> **Exercise instructions**
Below are the records; locate each line with the word "they" and copy it.

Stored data

%%

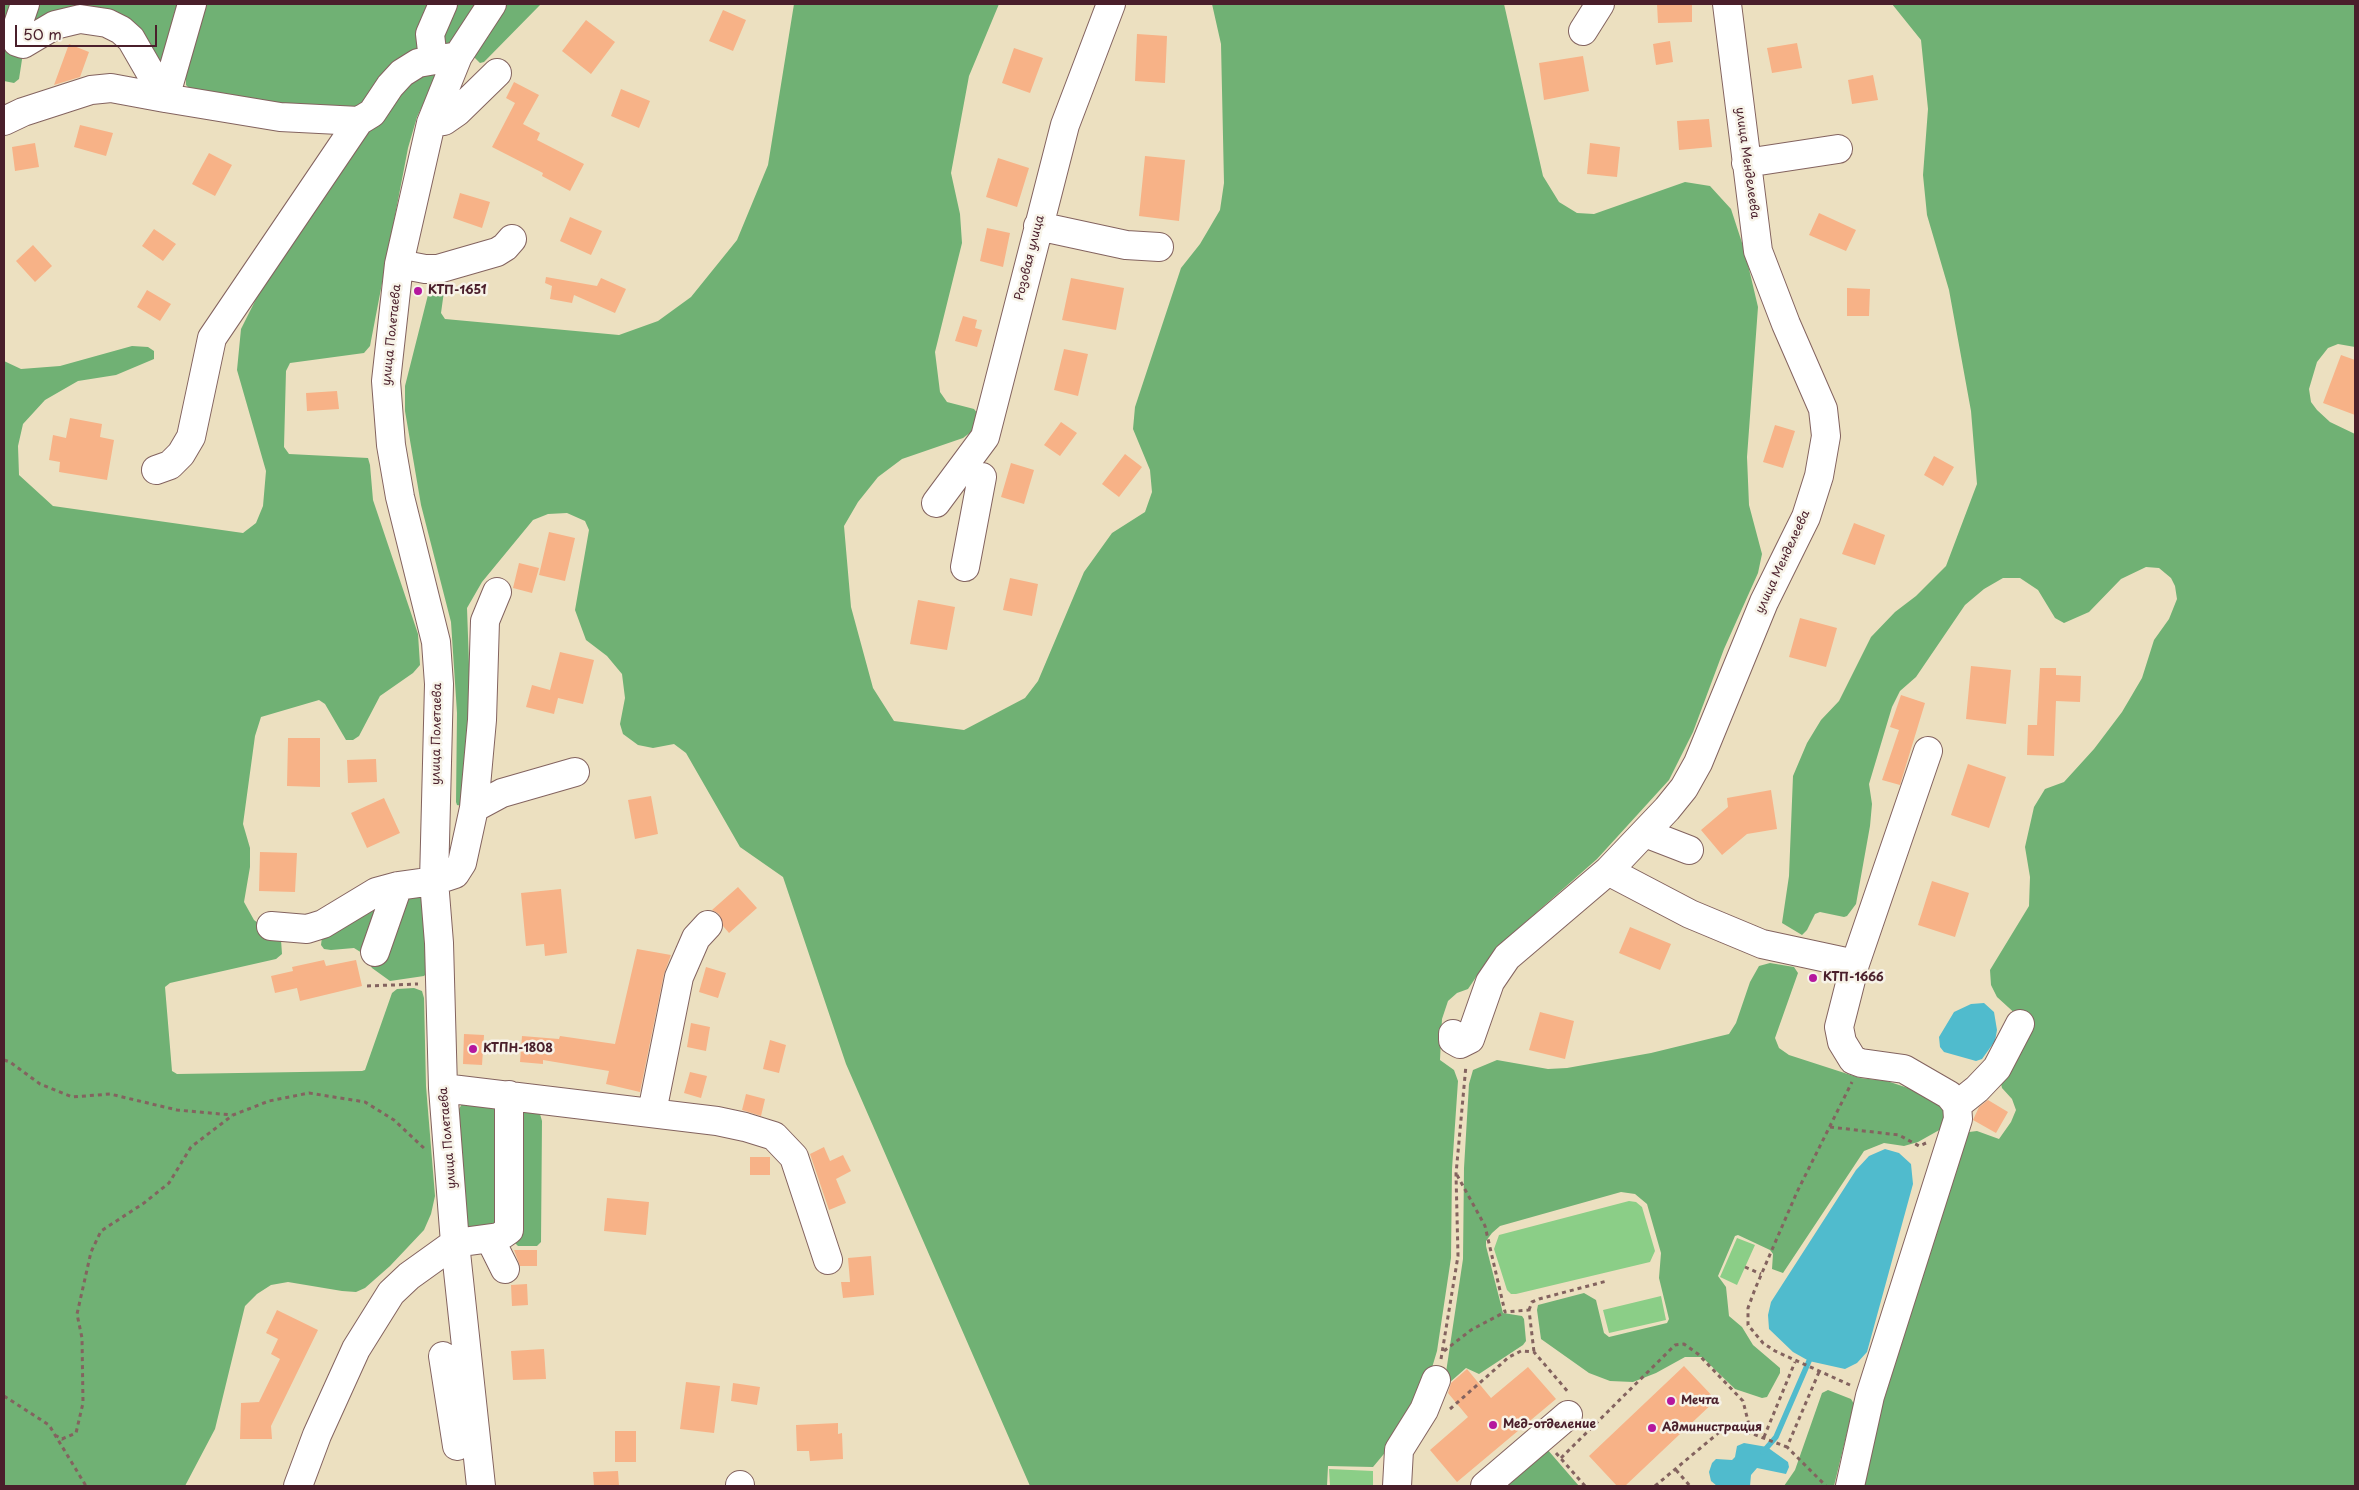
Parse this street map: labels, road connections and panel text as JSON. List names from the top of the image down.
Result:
{
  "streets": {
    "street": ["улица Менделеева", "Розовая улица", "улица Полетаева"]
  },
  "places": [
    "КТП-1651",
    "КТП-1666",
    "КТПН-1808",
    "Мечта",
    "Мед-отделение",
    "Администрация"
  ],
  "scale_bar": "50 m"
}
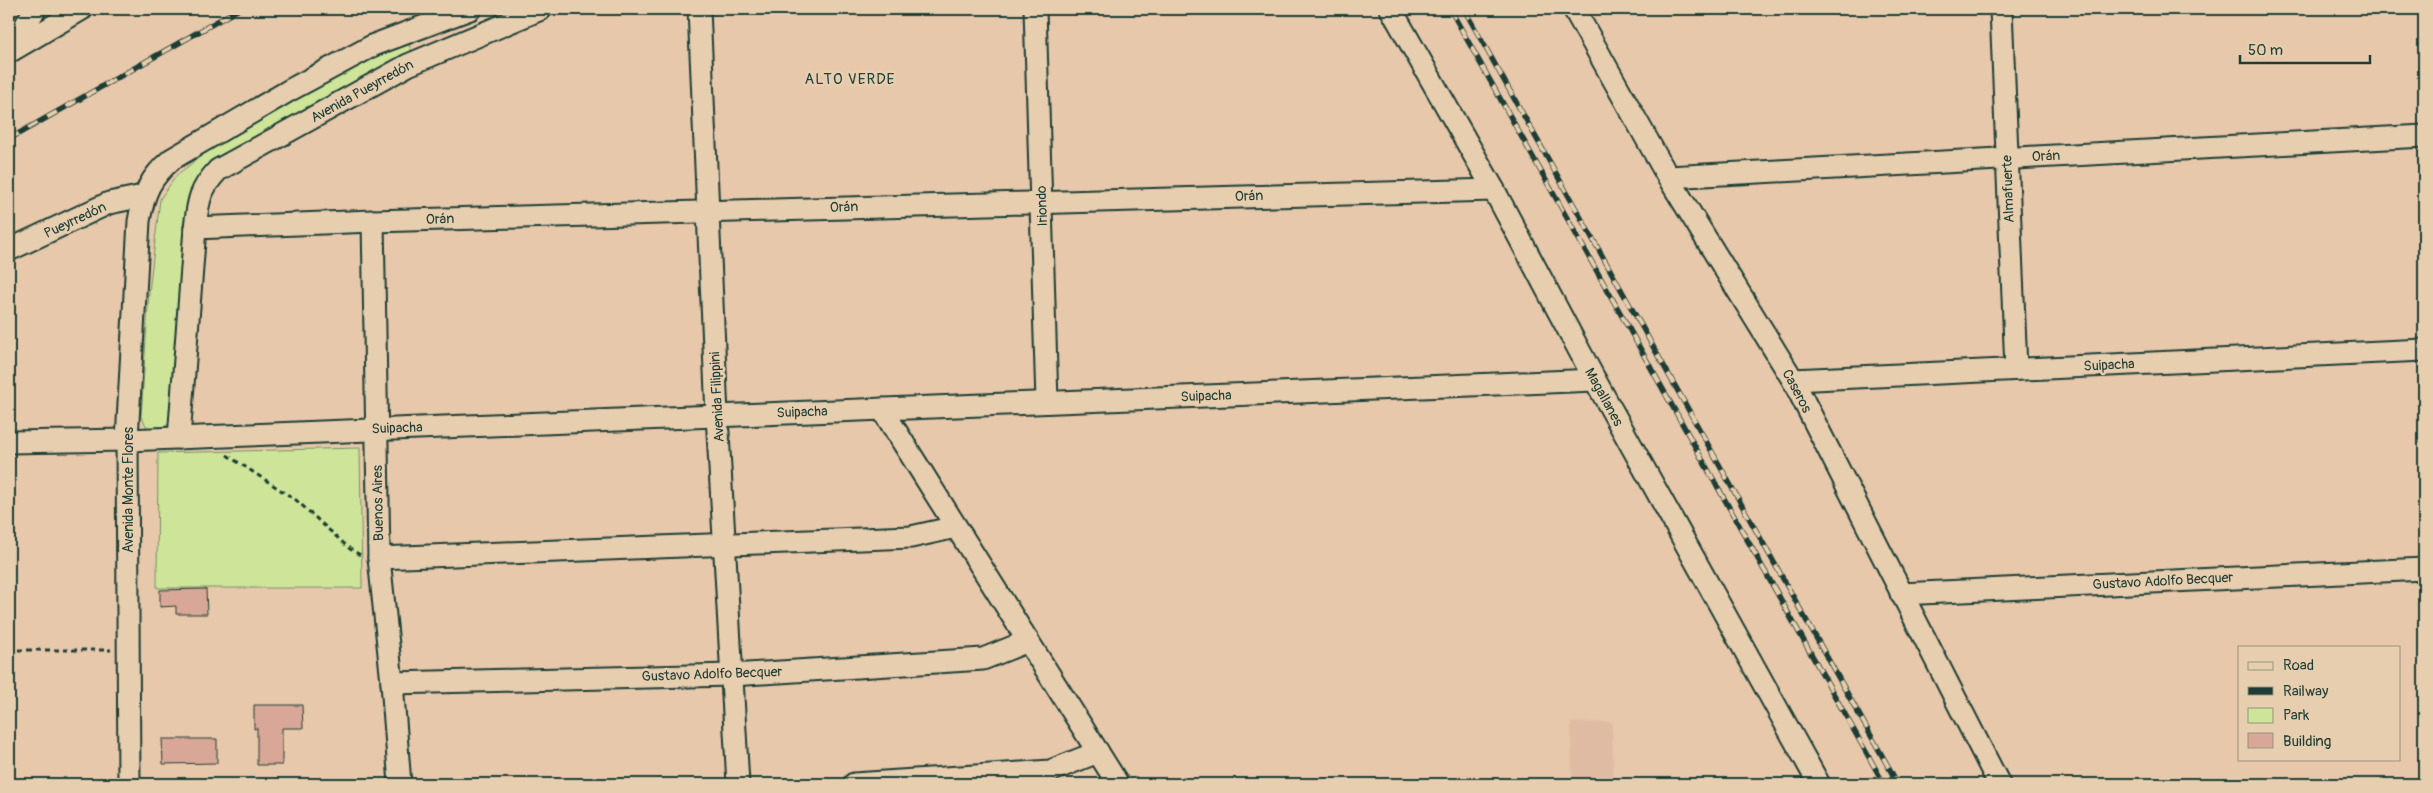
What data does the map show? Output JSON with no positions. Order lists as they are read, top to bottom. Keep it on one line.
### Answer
{"streets":{"street":["Avenida Pueyrredón","Orán","Almafuerte","Iriondo","Pueyrredón","Suipacha","Caseros","Avenida Filippini","Magallanes","Avenida Monte Flores","Buenos Aires","Gustavo Adolfo Becquer"]},"crossings":[["Avenida Pueyrredón","Orán"],["Orán","Almafuerte"],["Orán","Iriondo"],["Orán","Caseros"],["Orán","Avenida Filippini"],["Orán","Magallanes"],["Orán","Buenos Aires"],["Almafuerte","Suipacha"],["Iriondo","Suipacha"],["Pueyrredón","Avenida Monte Flores"],["Suipacha","Caseros"],["Suipacha","Avenida Filippini"],["Suipacha","Magallanes"],["Suipacha","Avenida Monte Flores"],["Suipacha","Buenos Aires"],["Caseros","Gustavo Adolfo Becquer"],["Avenida Filippini","Gustavo Adolfo Becquer"],["Buenos Aires","Gustavo Adolfo Becquer"]],"districts":["ALTO VERDE"],"legend":["Road","Railway","Park","Building"],"scale_bar":"50 m"}
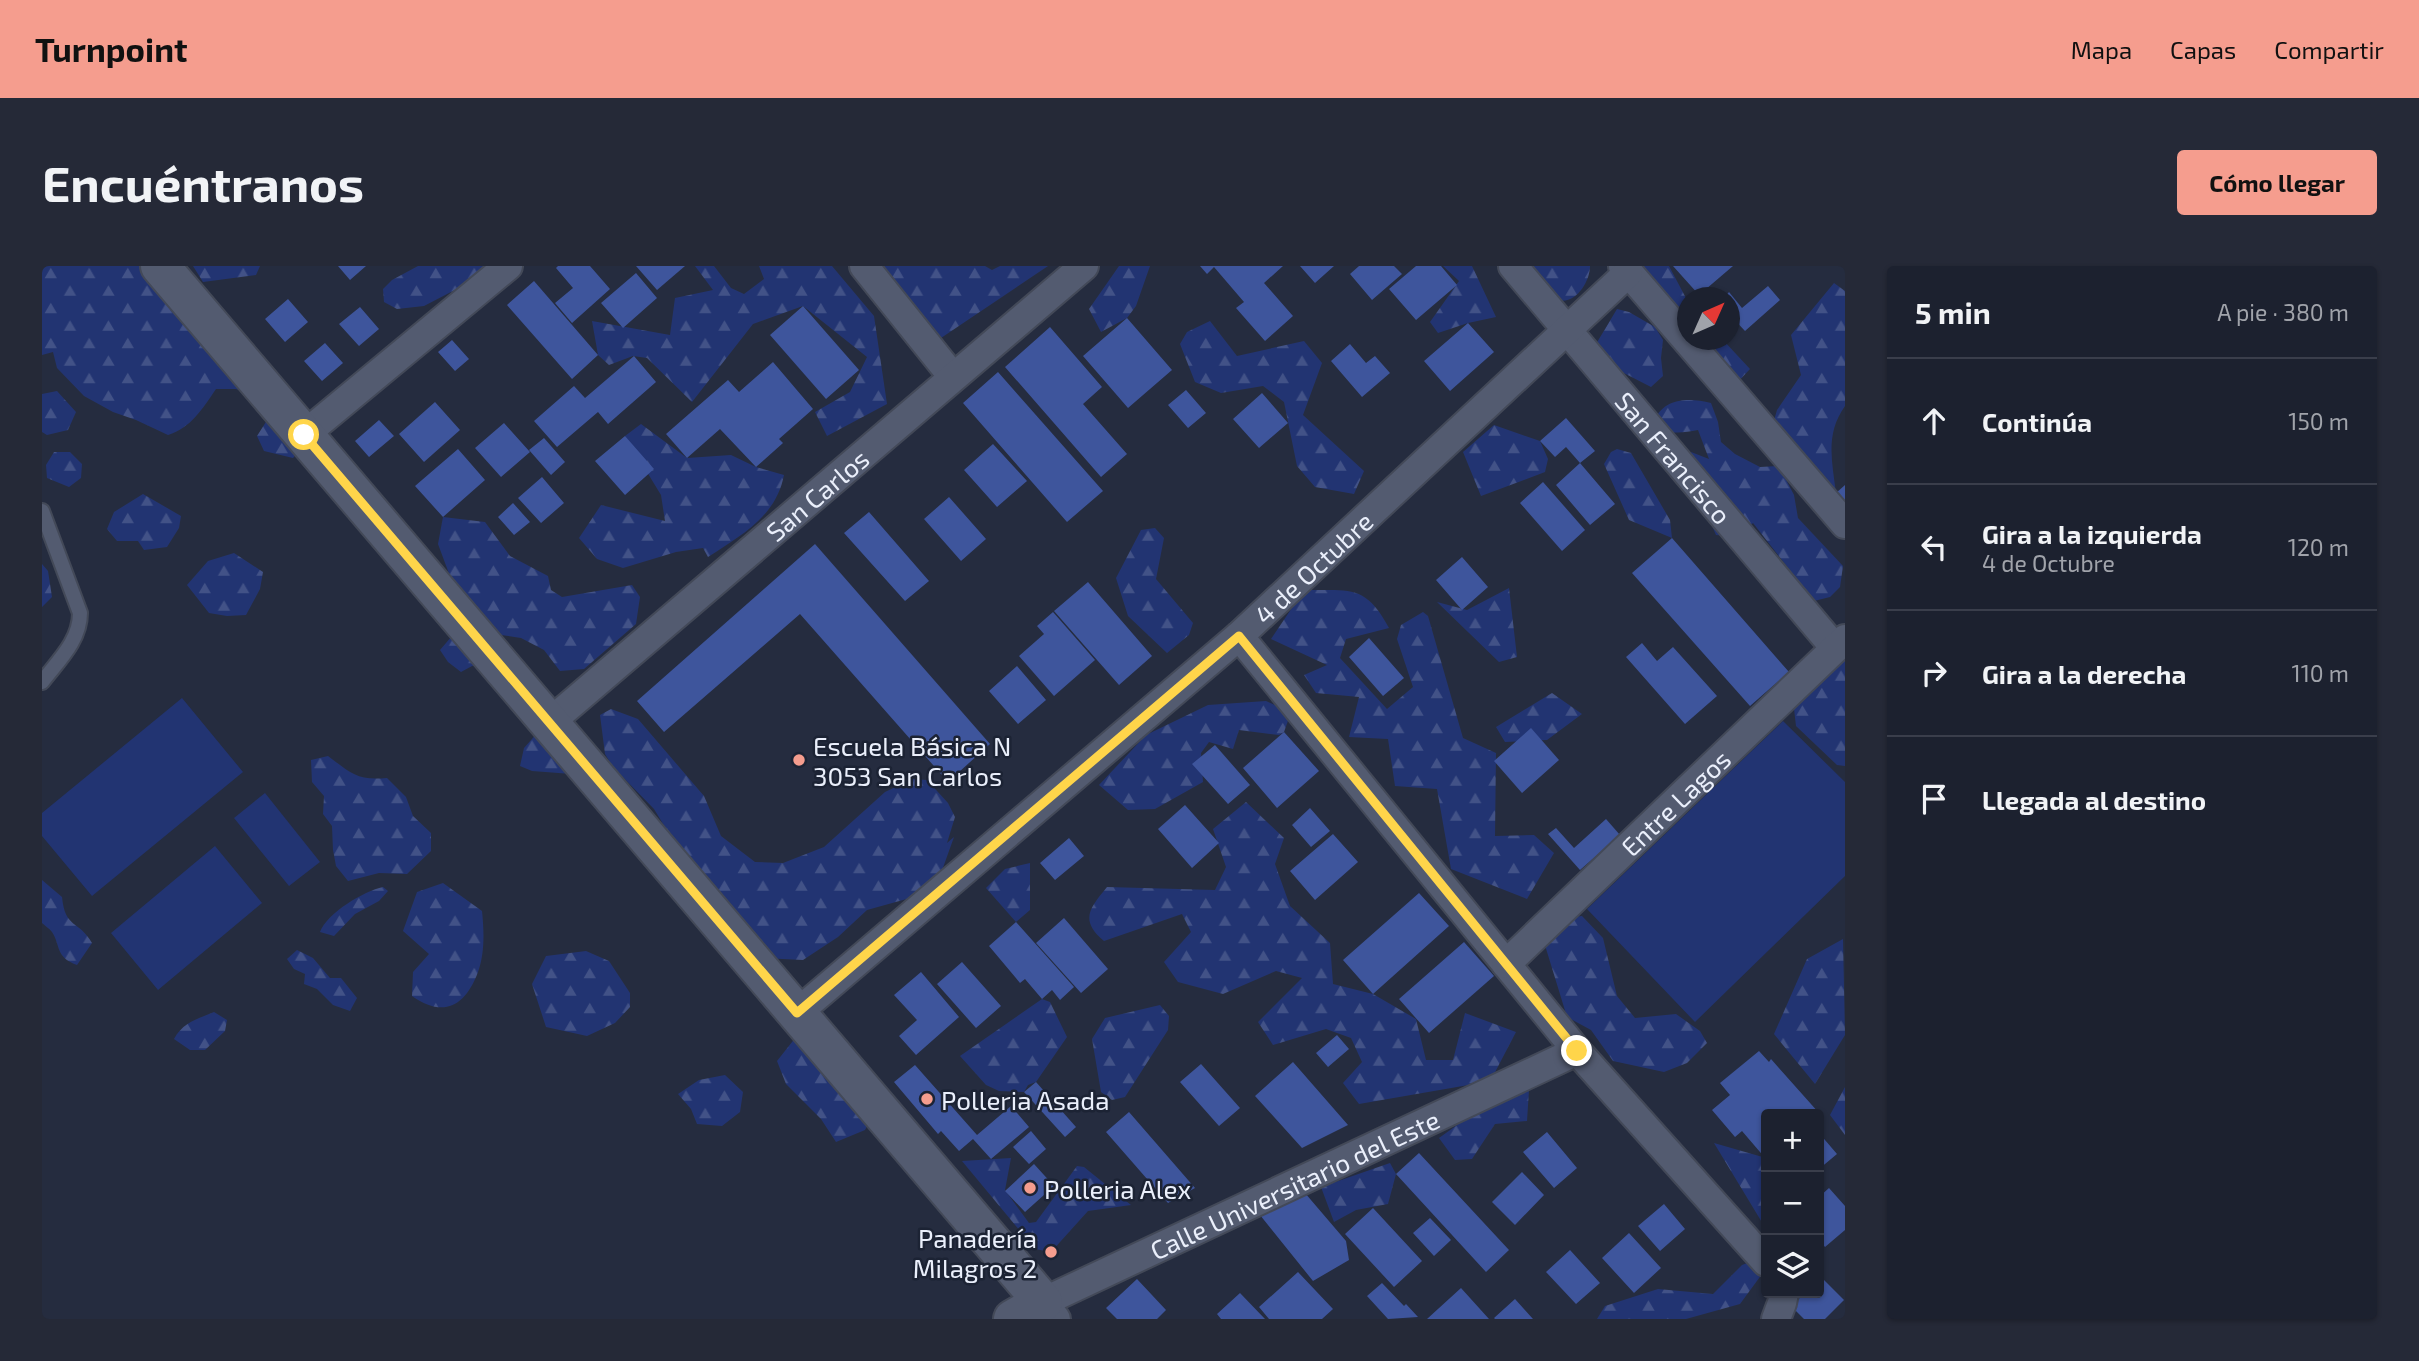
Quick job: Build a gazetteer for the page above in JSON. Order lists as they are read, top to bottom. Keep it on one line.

%%

> **Solution for this problem**
What data does the map show? Output JSON with no positions. Order lists as they are read, top to bottom. Keep it on one line.
Quick job: Build a gazetteer for the page above in JSON. Order lists as they are read, top to bottom. Keep it on one line.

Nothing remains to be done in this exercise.